Data items:
==================================================

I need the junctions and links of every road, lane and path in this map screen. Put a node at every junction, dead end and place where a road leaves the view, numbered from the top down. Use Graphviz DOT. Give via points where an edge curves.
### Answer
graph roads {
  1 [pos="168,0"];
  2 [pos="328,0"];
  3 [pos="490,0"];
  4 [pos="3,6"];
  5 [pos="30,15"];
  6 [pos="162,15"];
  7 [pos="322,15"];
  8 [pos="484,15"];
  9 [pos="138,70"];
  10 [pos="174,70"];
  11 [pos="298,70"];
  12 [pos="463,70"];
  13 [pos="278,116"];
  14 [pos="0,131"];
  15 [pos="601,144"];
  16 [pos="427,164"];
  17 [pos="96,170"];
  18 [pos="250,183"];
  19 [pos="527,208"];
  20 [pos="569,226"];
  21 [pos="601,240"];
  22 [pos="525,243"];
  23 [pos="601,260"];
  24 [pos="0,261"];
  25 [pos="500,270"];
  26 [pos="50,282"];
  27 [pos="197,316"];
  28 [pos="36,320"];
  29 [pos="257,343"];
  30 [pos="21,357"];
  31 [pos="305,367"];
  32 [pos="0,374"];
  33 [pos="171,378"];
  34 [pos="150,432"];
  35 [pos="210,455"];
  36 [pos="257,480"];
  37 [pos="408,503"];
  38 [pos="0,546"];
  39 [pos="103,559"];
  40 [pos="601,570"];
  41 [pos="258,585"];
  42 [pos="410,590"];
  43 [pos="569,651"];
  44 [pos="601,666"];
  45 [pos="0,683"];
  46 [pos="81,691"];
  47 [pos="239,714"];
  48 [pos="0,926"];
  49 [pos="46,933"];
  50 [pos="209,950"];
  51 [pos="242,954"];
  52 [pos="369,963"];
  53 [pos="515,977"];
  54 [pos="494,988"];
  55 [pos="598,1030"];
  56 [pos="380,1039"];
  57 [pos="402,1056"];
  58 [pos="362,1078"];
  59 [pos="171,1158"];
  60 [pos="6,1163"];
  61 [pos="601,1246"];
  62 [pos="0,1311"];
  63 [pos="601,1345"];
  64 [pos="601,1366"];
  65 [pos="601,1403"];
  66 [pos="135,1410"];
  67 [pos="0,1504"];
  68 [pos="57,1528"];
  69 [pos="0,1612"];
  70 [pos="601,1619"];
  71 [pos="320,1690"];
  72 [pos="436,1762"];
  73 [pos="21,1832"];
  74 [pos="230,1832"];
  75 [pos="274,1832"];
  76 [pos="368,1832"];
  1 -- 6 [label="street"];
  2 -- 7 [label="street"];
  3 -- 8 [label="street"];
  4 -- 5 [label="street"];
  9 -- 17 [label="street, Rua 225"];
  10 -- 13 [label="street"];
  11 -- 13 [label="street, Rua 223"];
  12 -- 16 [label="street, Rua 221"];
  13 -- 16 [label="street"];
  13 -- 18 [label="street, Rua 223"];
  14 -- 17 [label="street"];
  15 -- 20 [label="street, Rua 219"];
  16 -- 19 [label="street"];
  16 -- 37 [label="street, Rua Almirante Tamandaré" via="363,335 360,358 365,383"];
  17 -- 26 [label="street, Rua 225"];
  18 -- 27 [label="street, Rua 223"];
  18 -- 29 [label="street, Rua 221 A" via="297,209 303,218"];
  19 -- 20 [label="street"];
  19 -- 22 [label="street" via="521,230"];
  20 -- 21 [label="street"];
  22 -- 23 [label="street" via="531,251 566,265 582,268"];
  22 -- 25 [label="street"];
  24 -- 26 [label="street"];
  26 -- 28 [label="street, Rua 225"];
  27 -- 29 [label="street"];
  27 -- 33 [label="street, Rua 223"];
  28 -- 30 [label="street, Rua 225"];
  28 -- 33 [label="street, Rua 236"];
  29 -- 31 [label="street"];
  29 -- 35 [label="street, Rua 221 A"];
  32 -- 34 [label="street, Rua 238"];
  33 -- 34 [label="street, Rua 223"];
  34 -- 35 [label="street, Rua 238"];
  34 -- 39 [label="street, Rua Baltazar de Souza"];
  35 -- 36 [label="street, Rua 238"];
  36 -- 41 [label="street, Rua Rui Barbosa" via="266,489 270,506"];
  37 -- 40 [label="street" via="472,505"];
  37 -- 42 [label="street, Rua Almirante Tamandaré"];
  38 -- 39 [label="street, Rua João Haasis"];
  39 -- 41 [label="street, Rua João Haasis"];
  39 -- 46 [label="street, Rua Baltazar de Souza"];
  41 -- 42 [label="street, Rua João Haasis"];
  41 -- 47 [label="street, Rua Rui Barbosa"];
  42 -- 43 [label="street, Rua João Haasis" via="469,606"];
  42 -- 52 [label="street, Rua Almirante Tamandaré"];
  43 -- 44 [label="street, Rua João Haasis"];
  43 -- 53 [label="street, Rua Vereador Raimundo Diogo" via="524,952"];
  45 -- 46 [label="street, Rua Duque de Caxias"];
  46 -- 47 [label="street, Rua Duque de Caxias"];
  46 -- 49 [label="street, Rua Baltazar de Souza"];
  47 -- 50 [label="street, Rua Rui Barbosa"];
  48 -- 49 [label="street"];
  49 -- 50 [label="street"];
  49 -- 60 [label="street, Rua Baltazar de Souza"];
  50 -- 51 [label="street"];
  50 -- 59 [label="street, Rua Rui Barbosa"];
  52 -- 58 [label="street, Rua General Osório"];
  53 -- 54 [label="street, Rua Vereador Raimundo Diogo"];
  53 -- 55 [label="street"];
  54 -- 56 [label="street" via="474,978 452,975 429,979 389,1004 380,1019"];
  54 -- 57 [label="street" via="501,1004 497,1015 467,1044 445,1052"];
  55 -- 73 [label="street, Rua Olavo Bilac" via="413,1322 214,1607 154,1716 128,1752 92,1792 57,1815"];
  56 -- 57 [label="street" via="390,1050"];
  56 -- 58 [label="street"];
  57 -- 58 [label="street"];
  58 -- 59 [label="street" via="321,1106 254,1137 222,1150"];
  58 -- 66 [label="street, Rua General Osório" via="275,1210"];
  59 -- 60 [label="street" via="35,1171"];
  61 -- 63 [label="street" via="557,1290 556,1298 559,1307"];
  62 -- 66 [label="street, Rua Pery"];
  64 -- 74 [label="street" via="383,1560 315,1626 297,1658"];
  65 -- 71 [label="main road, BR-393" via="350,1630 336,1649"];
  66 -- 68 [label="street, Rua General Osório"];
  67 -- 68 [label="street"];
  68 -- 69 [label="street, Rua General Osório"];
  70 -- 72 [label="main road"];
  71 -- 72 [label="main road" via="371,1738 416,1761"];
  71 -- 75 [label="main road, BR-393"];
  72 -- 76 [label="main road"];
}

==================================================

What needs to be done:
The full set of entries above needs to be restated word for word.

Output of the exercise:
I need the junctions and links of every road, lane and path in this map screen. Put a node at every junction, dead end and place where a road leaves the view, numbered from the top down. Use Graphviz DOT. Give via points where an edge curves.
### Answer
graph roads {
  1 [pos="168,0"];
  2 [pos="328,0"];
  3 [pos="490,0"];
  4 [pos="3,6"];
  5 [pos="30,15"];
  6 [pos="162,15"];
  7 [pos="322,15"];
  8 [pos="484,15"];
  9 [pos="138,70"];
  10 [pos="174,70"];
  11 [pos="298,70"];
  12 [pos="463,70"];
  13 [pos="278,116"];
  14 [pos="0,131"];
  15 [pos="601,144"];
  16 [pos="427,164"];
  17 [pos="96,170"];
  18 [pos="250,183"];
  19 [pos="527,208"];
  20 [pos="569,226"];
  21 [pos="601,240"];
  22 [pos="525,243"];
  23 [pos="601,260"];
  24 [pos="0,261"];
  25 [pos="500,270"];
  26 [pos="50,282"];
  27 [pos="197,316"];
  28 [pos="36,320"];
  29 [pos="257,343"];
  30 [pos="21,357"];
  31 [pos="305,367"];
  32 [pos="0,374"];
  33 [pos="171,378"];
  34 [pos="150,432"];
  35 [pos="210,455"];
  36 [pos="257,480"];
  37 [pos="408,503"];
  38 [pos="0,546"];
  39 [pos="103,559"];
  40 [pos="601,570"];
  41 [pos="258,585"];
  42 [pos="410,590"];
  43 [pos="569,651"];
  44 [pos="601,666"];
  45 [pos="0,683"];
  46 [pos="81,691"];
  47 [pos="239,714"];
  48 [pos="0,926"];
  49 [pos="46,933"];
  50 [pos="209,950"];
  51 [pos="242,954"];
  52 [pos="369,963"];
  53 [pos="515,977"];
  54 [pos="494,988"];
  55 [pos="598,1030"];
  56 [pos="380,1039"];
  57 [pos="402,1056"];
  58 [pos="362,1078"];
  59 [pos="171,1158"];
  60 [pos="6,1163"];
  61 [pos="601,1246"];
  62 [pos="0,1311"];
  63 [pos="601,1345"];
  64 [pos="601,1366"];
  65 [pos="601,1403"];
  66 [pos="135,1410"];
  67 [pos="0,1504"];
  68 [pos="57,1528"];
  69 [pos="0,1612"];
  70 [pos="601,1619"];
  71 [pos="320,1690"];
  72 [pos="436,1762"];
  73 [pos="21,1832"];
  74 [pos="230,1832"];
  75 [pos="274,1832"];
  76 [pos="368,1832"];
  1 -- 6 [label="street"];
  2 -- 7 [label="street"];
  3 -- 8 [label="street"];
  4 -- 5 [label="street"];
  9 -- 17 [label="street, Rua 225"];
  10 -- 13 [label="street"];
  11 -- 13 [label="street, Rua 223"];
  12 -- 16 [label="street, Rua 221"];
  13 -- 16 [label="street"];
  13 -- 18 [label="street, Rua 223"];
  14 -- 17 [label="street"];
  15 -- 20 [label="street, Rua 219"];
  16 -- 19 [label="street"];
  16 -- 37 [label="street, Rua Almirante Tamandaré" via="363,335 360,358 365,383"];
  17 -- 26 [label="street, Rua 225"];
  18 -- 27 [label="street, Rua 223"];
  18 -- 29 [label="street, Rua 221 A" via="297,209 303,218"];
  19 -- 20 [label="street"];
  19 -- 22 [label="street" via="521,230"];
  20 -- 21 [label="street"];
  22 -- 23 [label="street" via="531,251 566,265 582,268"];
  22 -- 25 [label="street"];
  24 -- 26 [label="street"];
  26 -- 28 [label="street, Rua 225"];
  27 -- 29 [label="street"];
  27 -- 33 [label="street, Rua 223"];
  28 -- 30 [label="street, Rua 225"];
  28 -- 33 [label="street, Rua 236"];
  29 -- 31 [label="street"];
  29 -- 35 [label="street, Rua 221 A"];
  32 -- 34 [label="street, Rua 238"];
  33 -- 34 [label="street, Rua 223"];
  34 -- 35 [label="street, Rua 238"];
  34 -- 39 [label="street, Rua Baltazar de Souza"];
  35 -- 36 [label="street, Rua 238"];
  36 -- 41 [label="street, Rua Rui Barbosa" via="266,489 270,506"];
  37 -- 40 [label="street" via="472,505"];
  37 -- 42 [label="street, Rua Almirante Tamandaré"];
  38 -- 39 [label="street, Rua João Haasis"];
  39 -- 41 [label="street, Rua João Haasis"];
  39 -- 46 [label="street, Rua Baltazar de Souza"];
  41 -- 42 [label="street, Rua João Haasis"];
  41 -- 47 [label="street, Rua Rui Barbosa"];
  42 -- 43 [label="street, Rua João Haasis" via="469,606"];
  42 -- 52 [label="street, Rua Almirante Tamandaré"];
  43 -- 44 [label="street, Rua João Haasis"];
  43 -- 53 [label="street, Rua Vereador Raimundo Diogo" via="524,952"];
  45 -- 46 [label="street, Rua Duque de Caxias"];
  46 -- 47 [label="street, Rua Duque de Caxias"];
  46 -- 49 [label="street, Rua Baltazar de Souza"];
  47 -- 50 [label="street, Rua Rui Barbosa"];
  48 -- 49 [label="street"];
  49 -- 50 [label="street"];
  49 -- 60 [label="street, Rua Baltazar de Souza"];
  50 -- 51 [label="street"];
  50 -- 59 [label="street, Rua Rui Barbosa"];
  52 -- 58 [label="street, Rua General Osório"];
  53 -- 54 [label="street, Rua Vereador Raimundo Diogo"];
  53 -- 55 [label="street"];
  54 -- 56 [label="street" via="474,978 452,975 429,979 389,1004 380,1019"];
  54 -- 57 [label="street" via="501,1004 497,1015 467,1044 445,1052"];
  55 -- 73 [label="street, Rua Olavo Bilac" via="413,1322 214,1607 154,1716 128,1752 92,1792 57,1815"];
  56 -- 57 [label="street" via="390,1050"];
  56 -- 58 [label="street"];
  57 -- 58 [label="street"];
  58 -- 59 [label="street" via="321,1106 254,1137 222,1150"];
  58 -- 66 [label="street, Rua General Osório" via="275,1210"];
  59 -- 60 [label="street" via="35,1171"];
  61 -- 63 [label="street" via="557,1290 556,1298 559,1307"];
  62 -- 66 [label="street, Rua Pery"];
  64 -- 74 [label="street" via="383,1560 315,1626 297,1658"];
  65 -- 71 [label="main road, BR-393" via="350,1630 336,1649"];
  66 -- 68 [label="street, Rua General Osório"];
  67 -- 68 [label="street"];
  68 -- 69 [label="street, Rua General Osório"];
  70 -- 72 [label="main road"];
  71 -- 72 [label="main road" via="371,1738 416,1761"];
  71 -- 75 [label="main road, BR-393"];
  72 -- 76 [label="main road"];
}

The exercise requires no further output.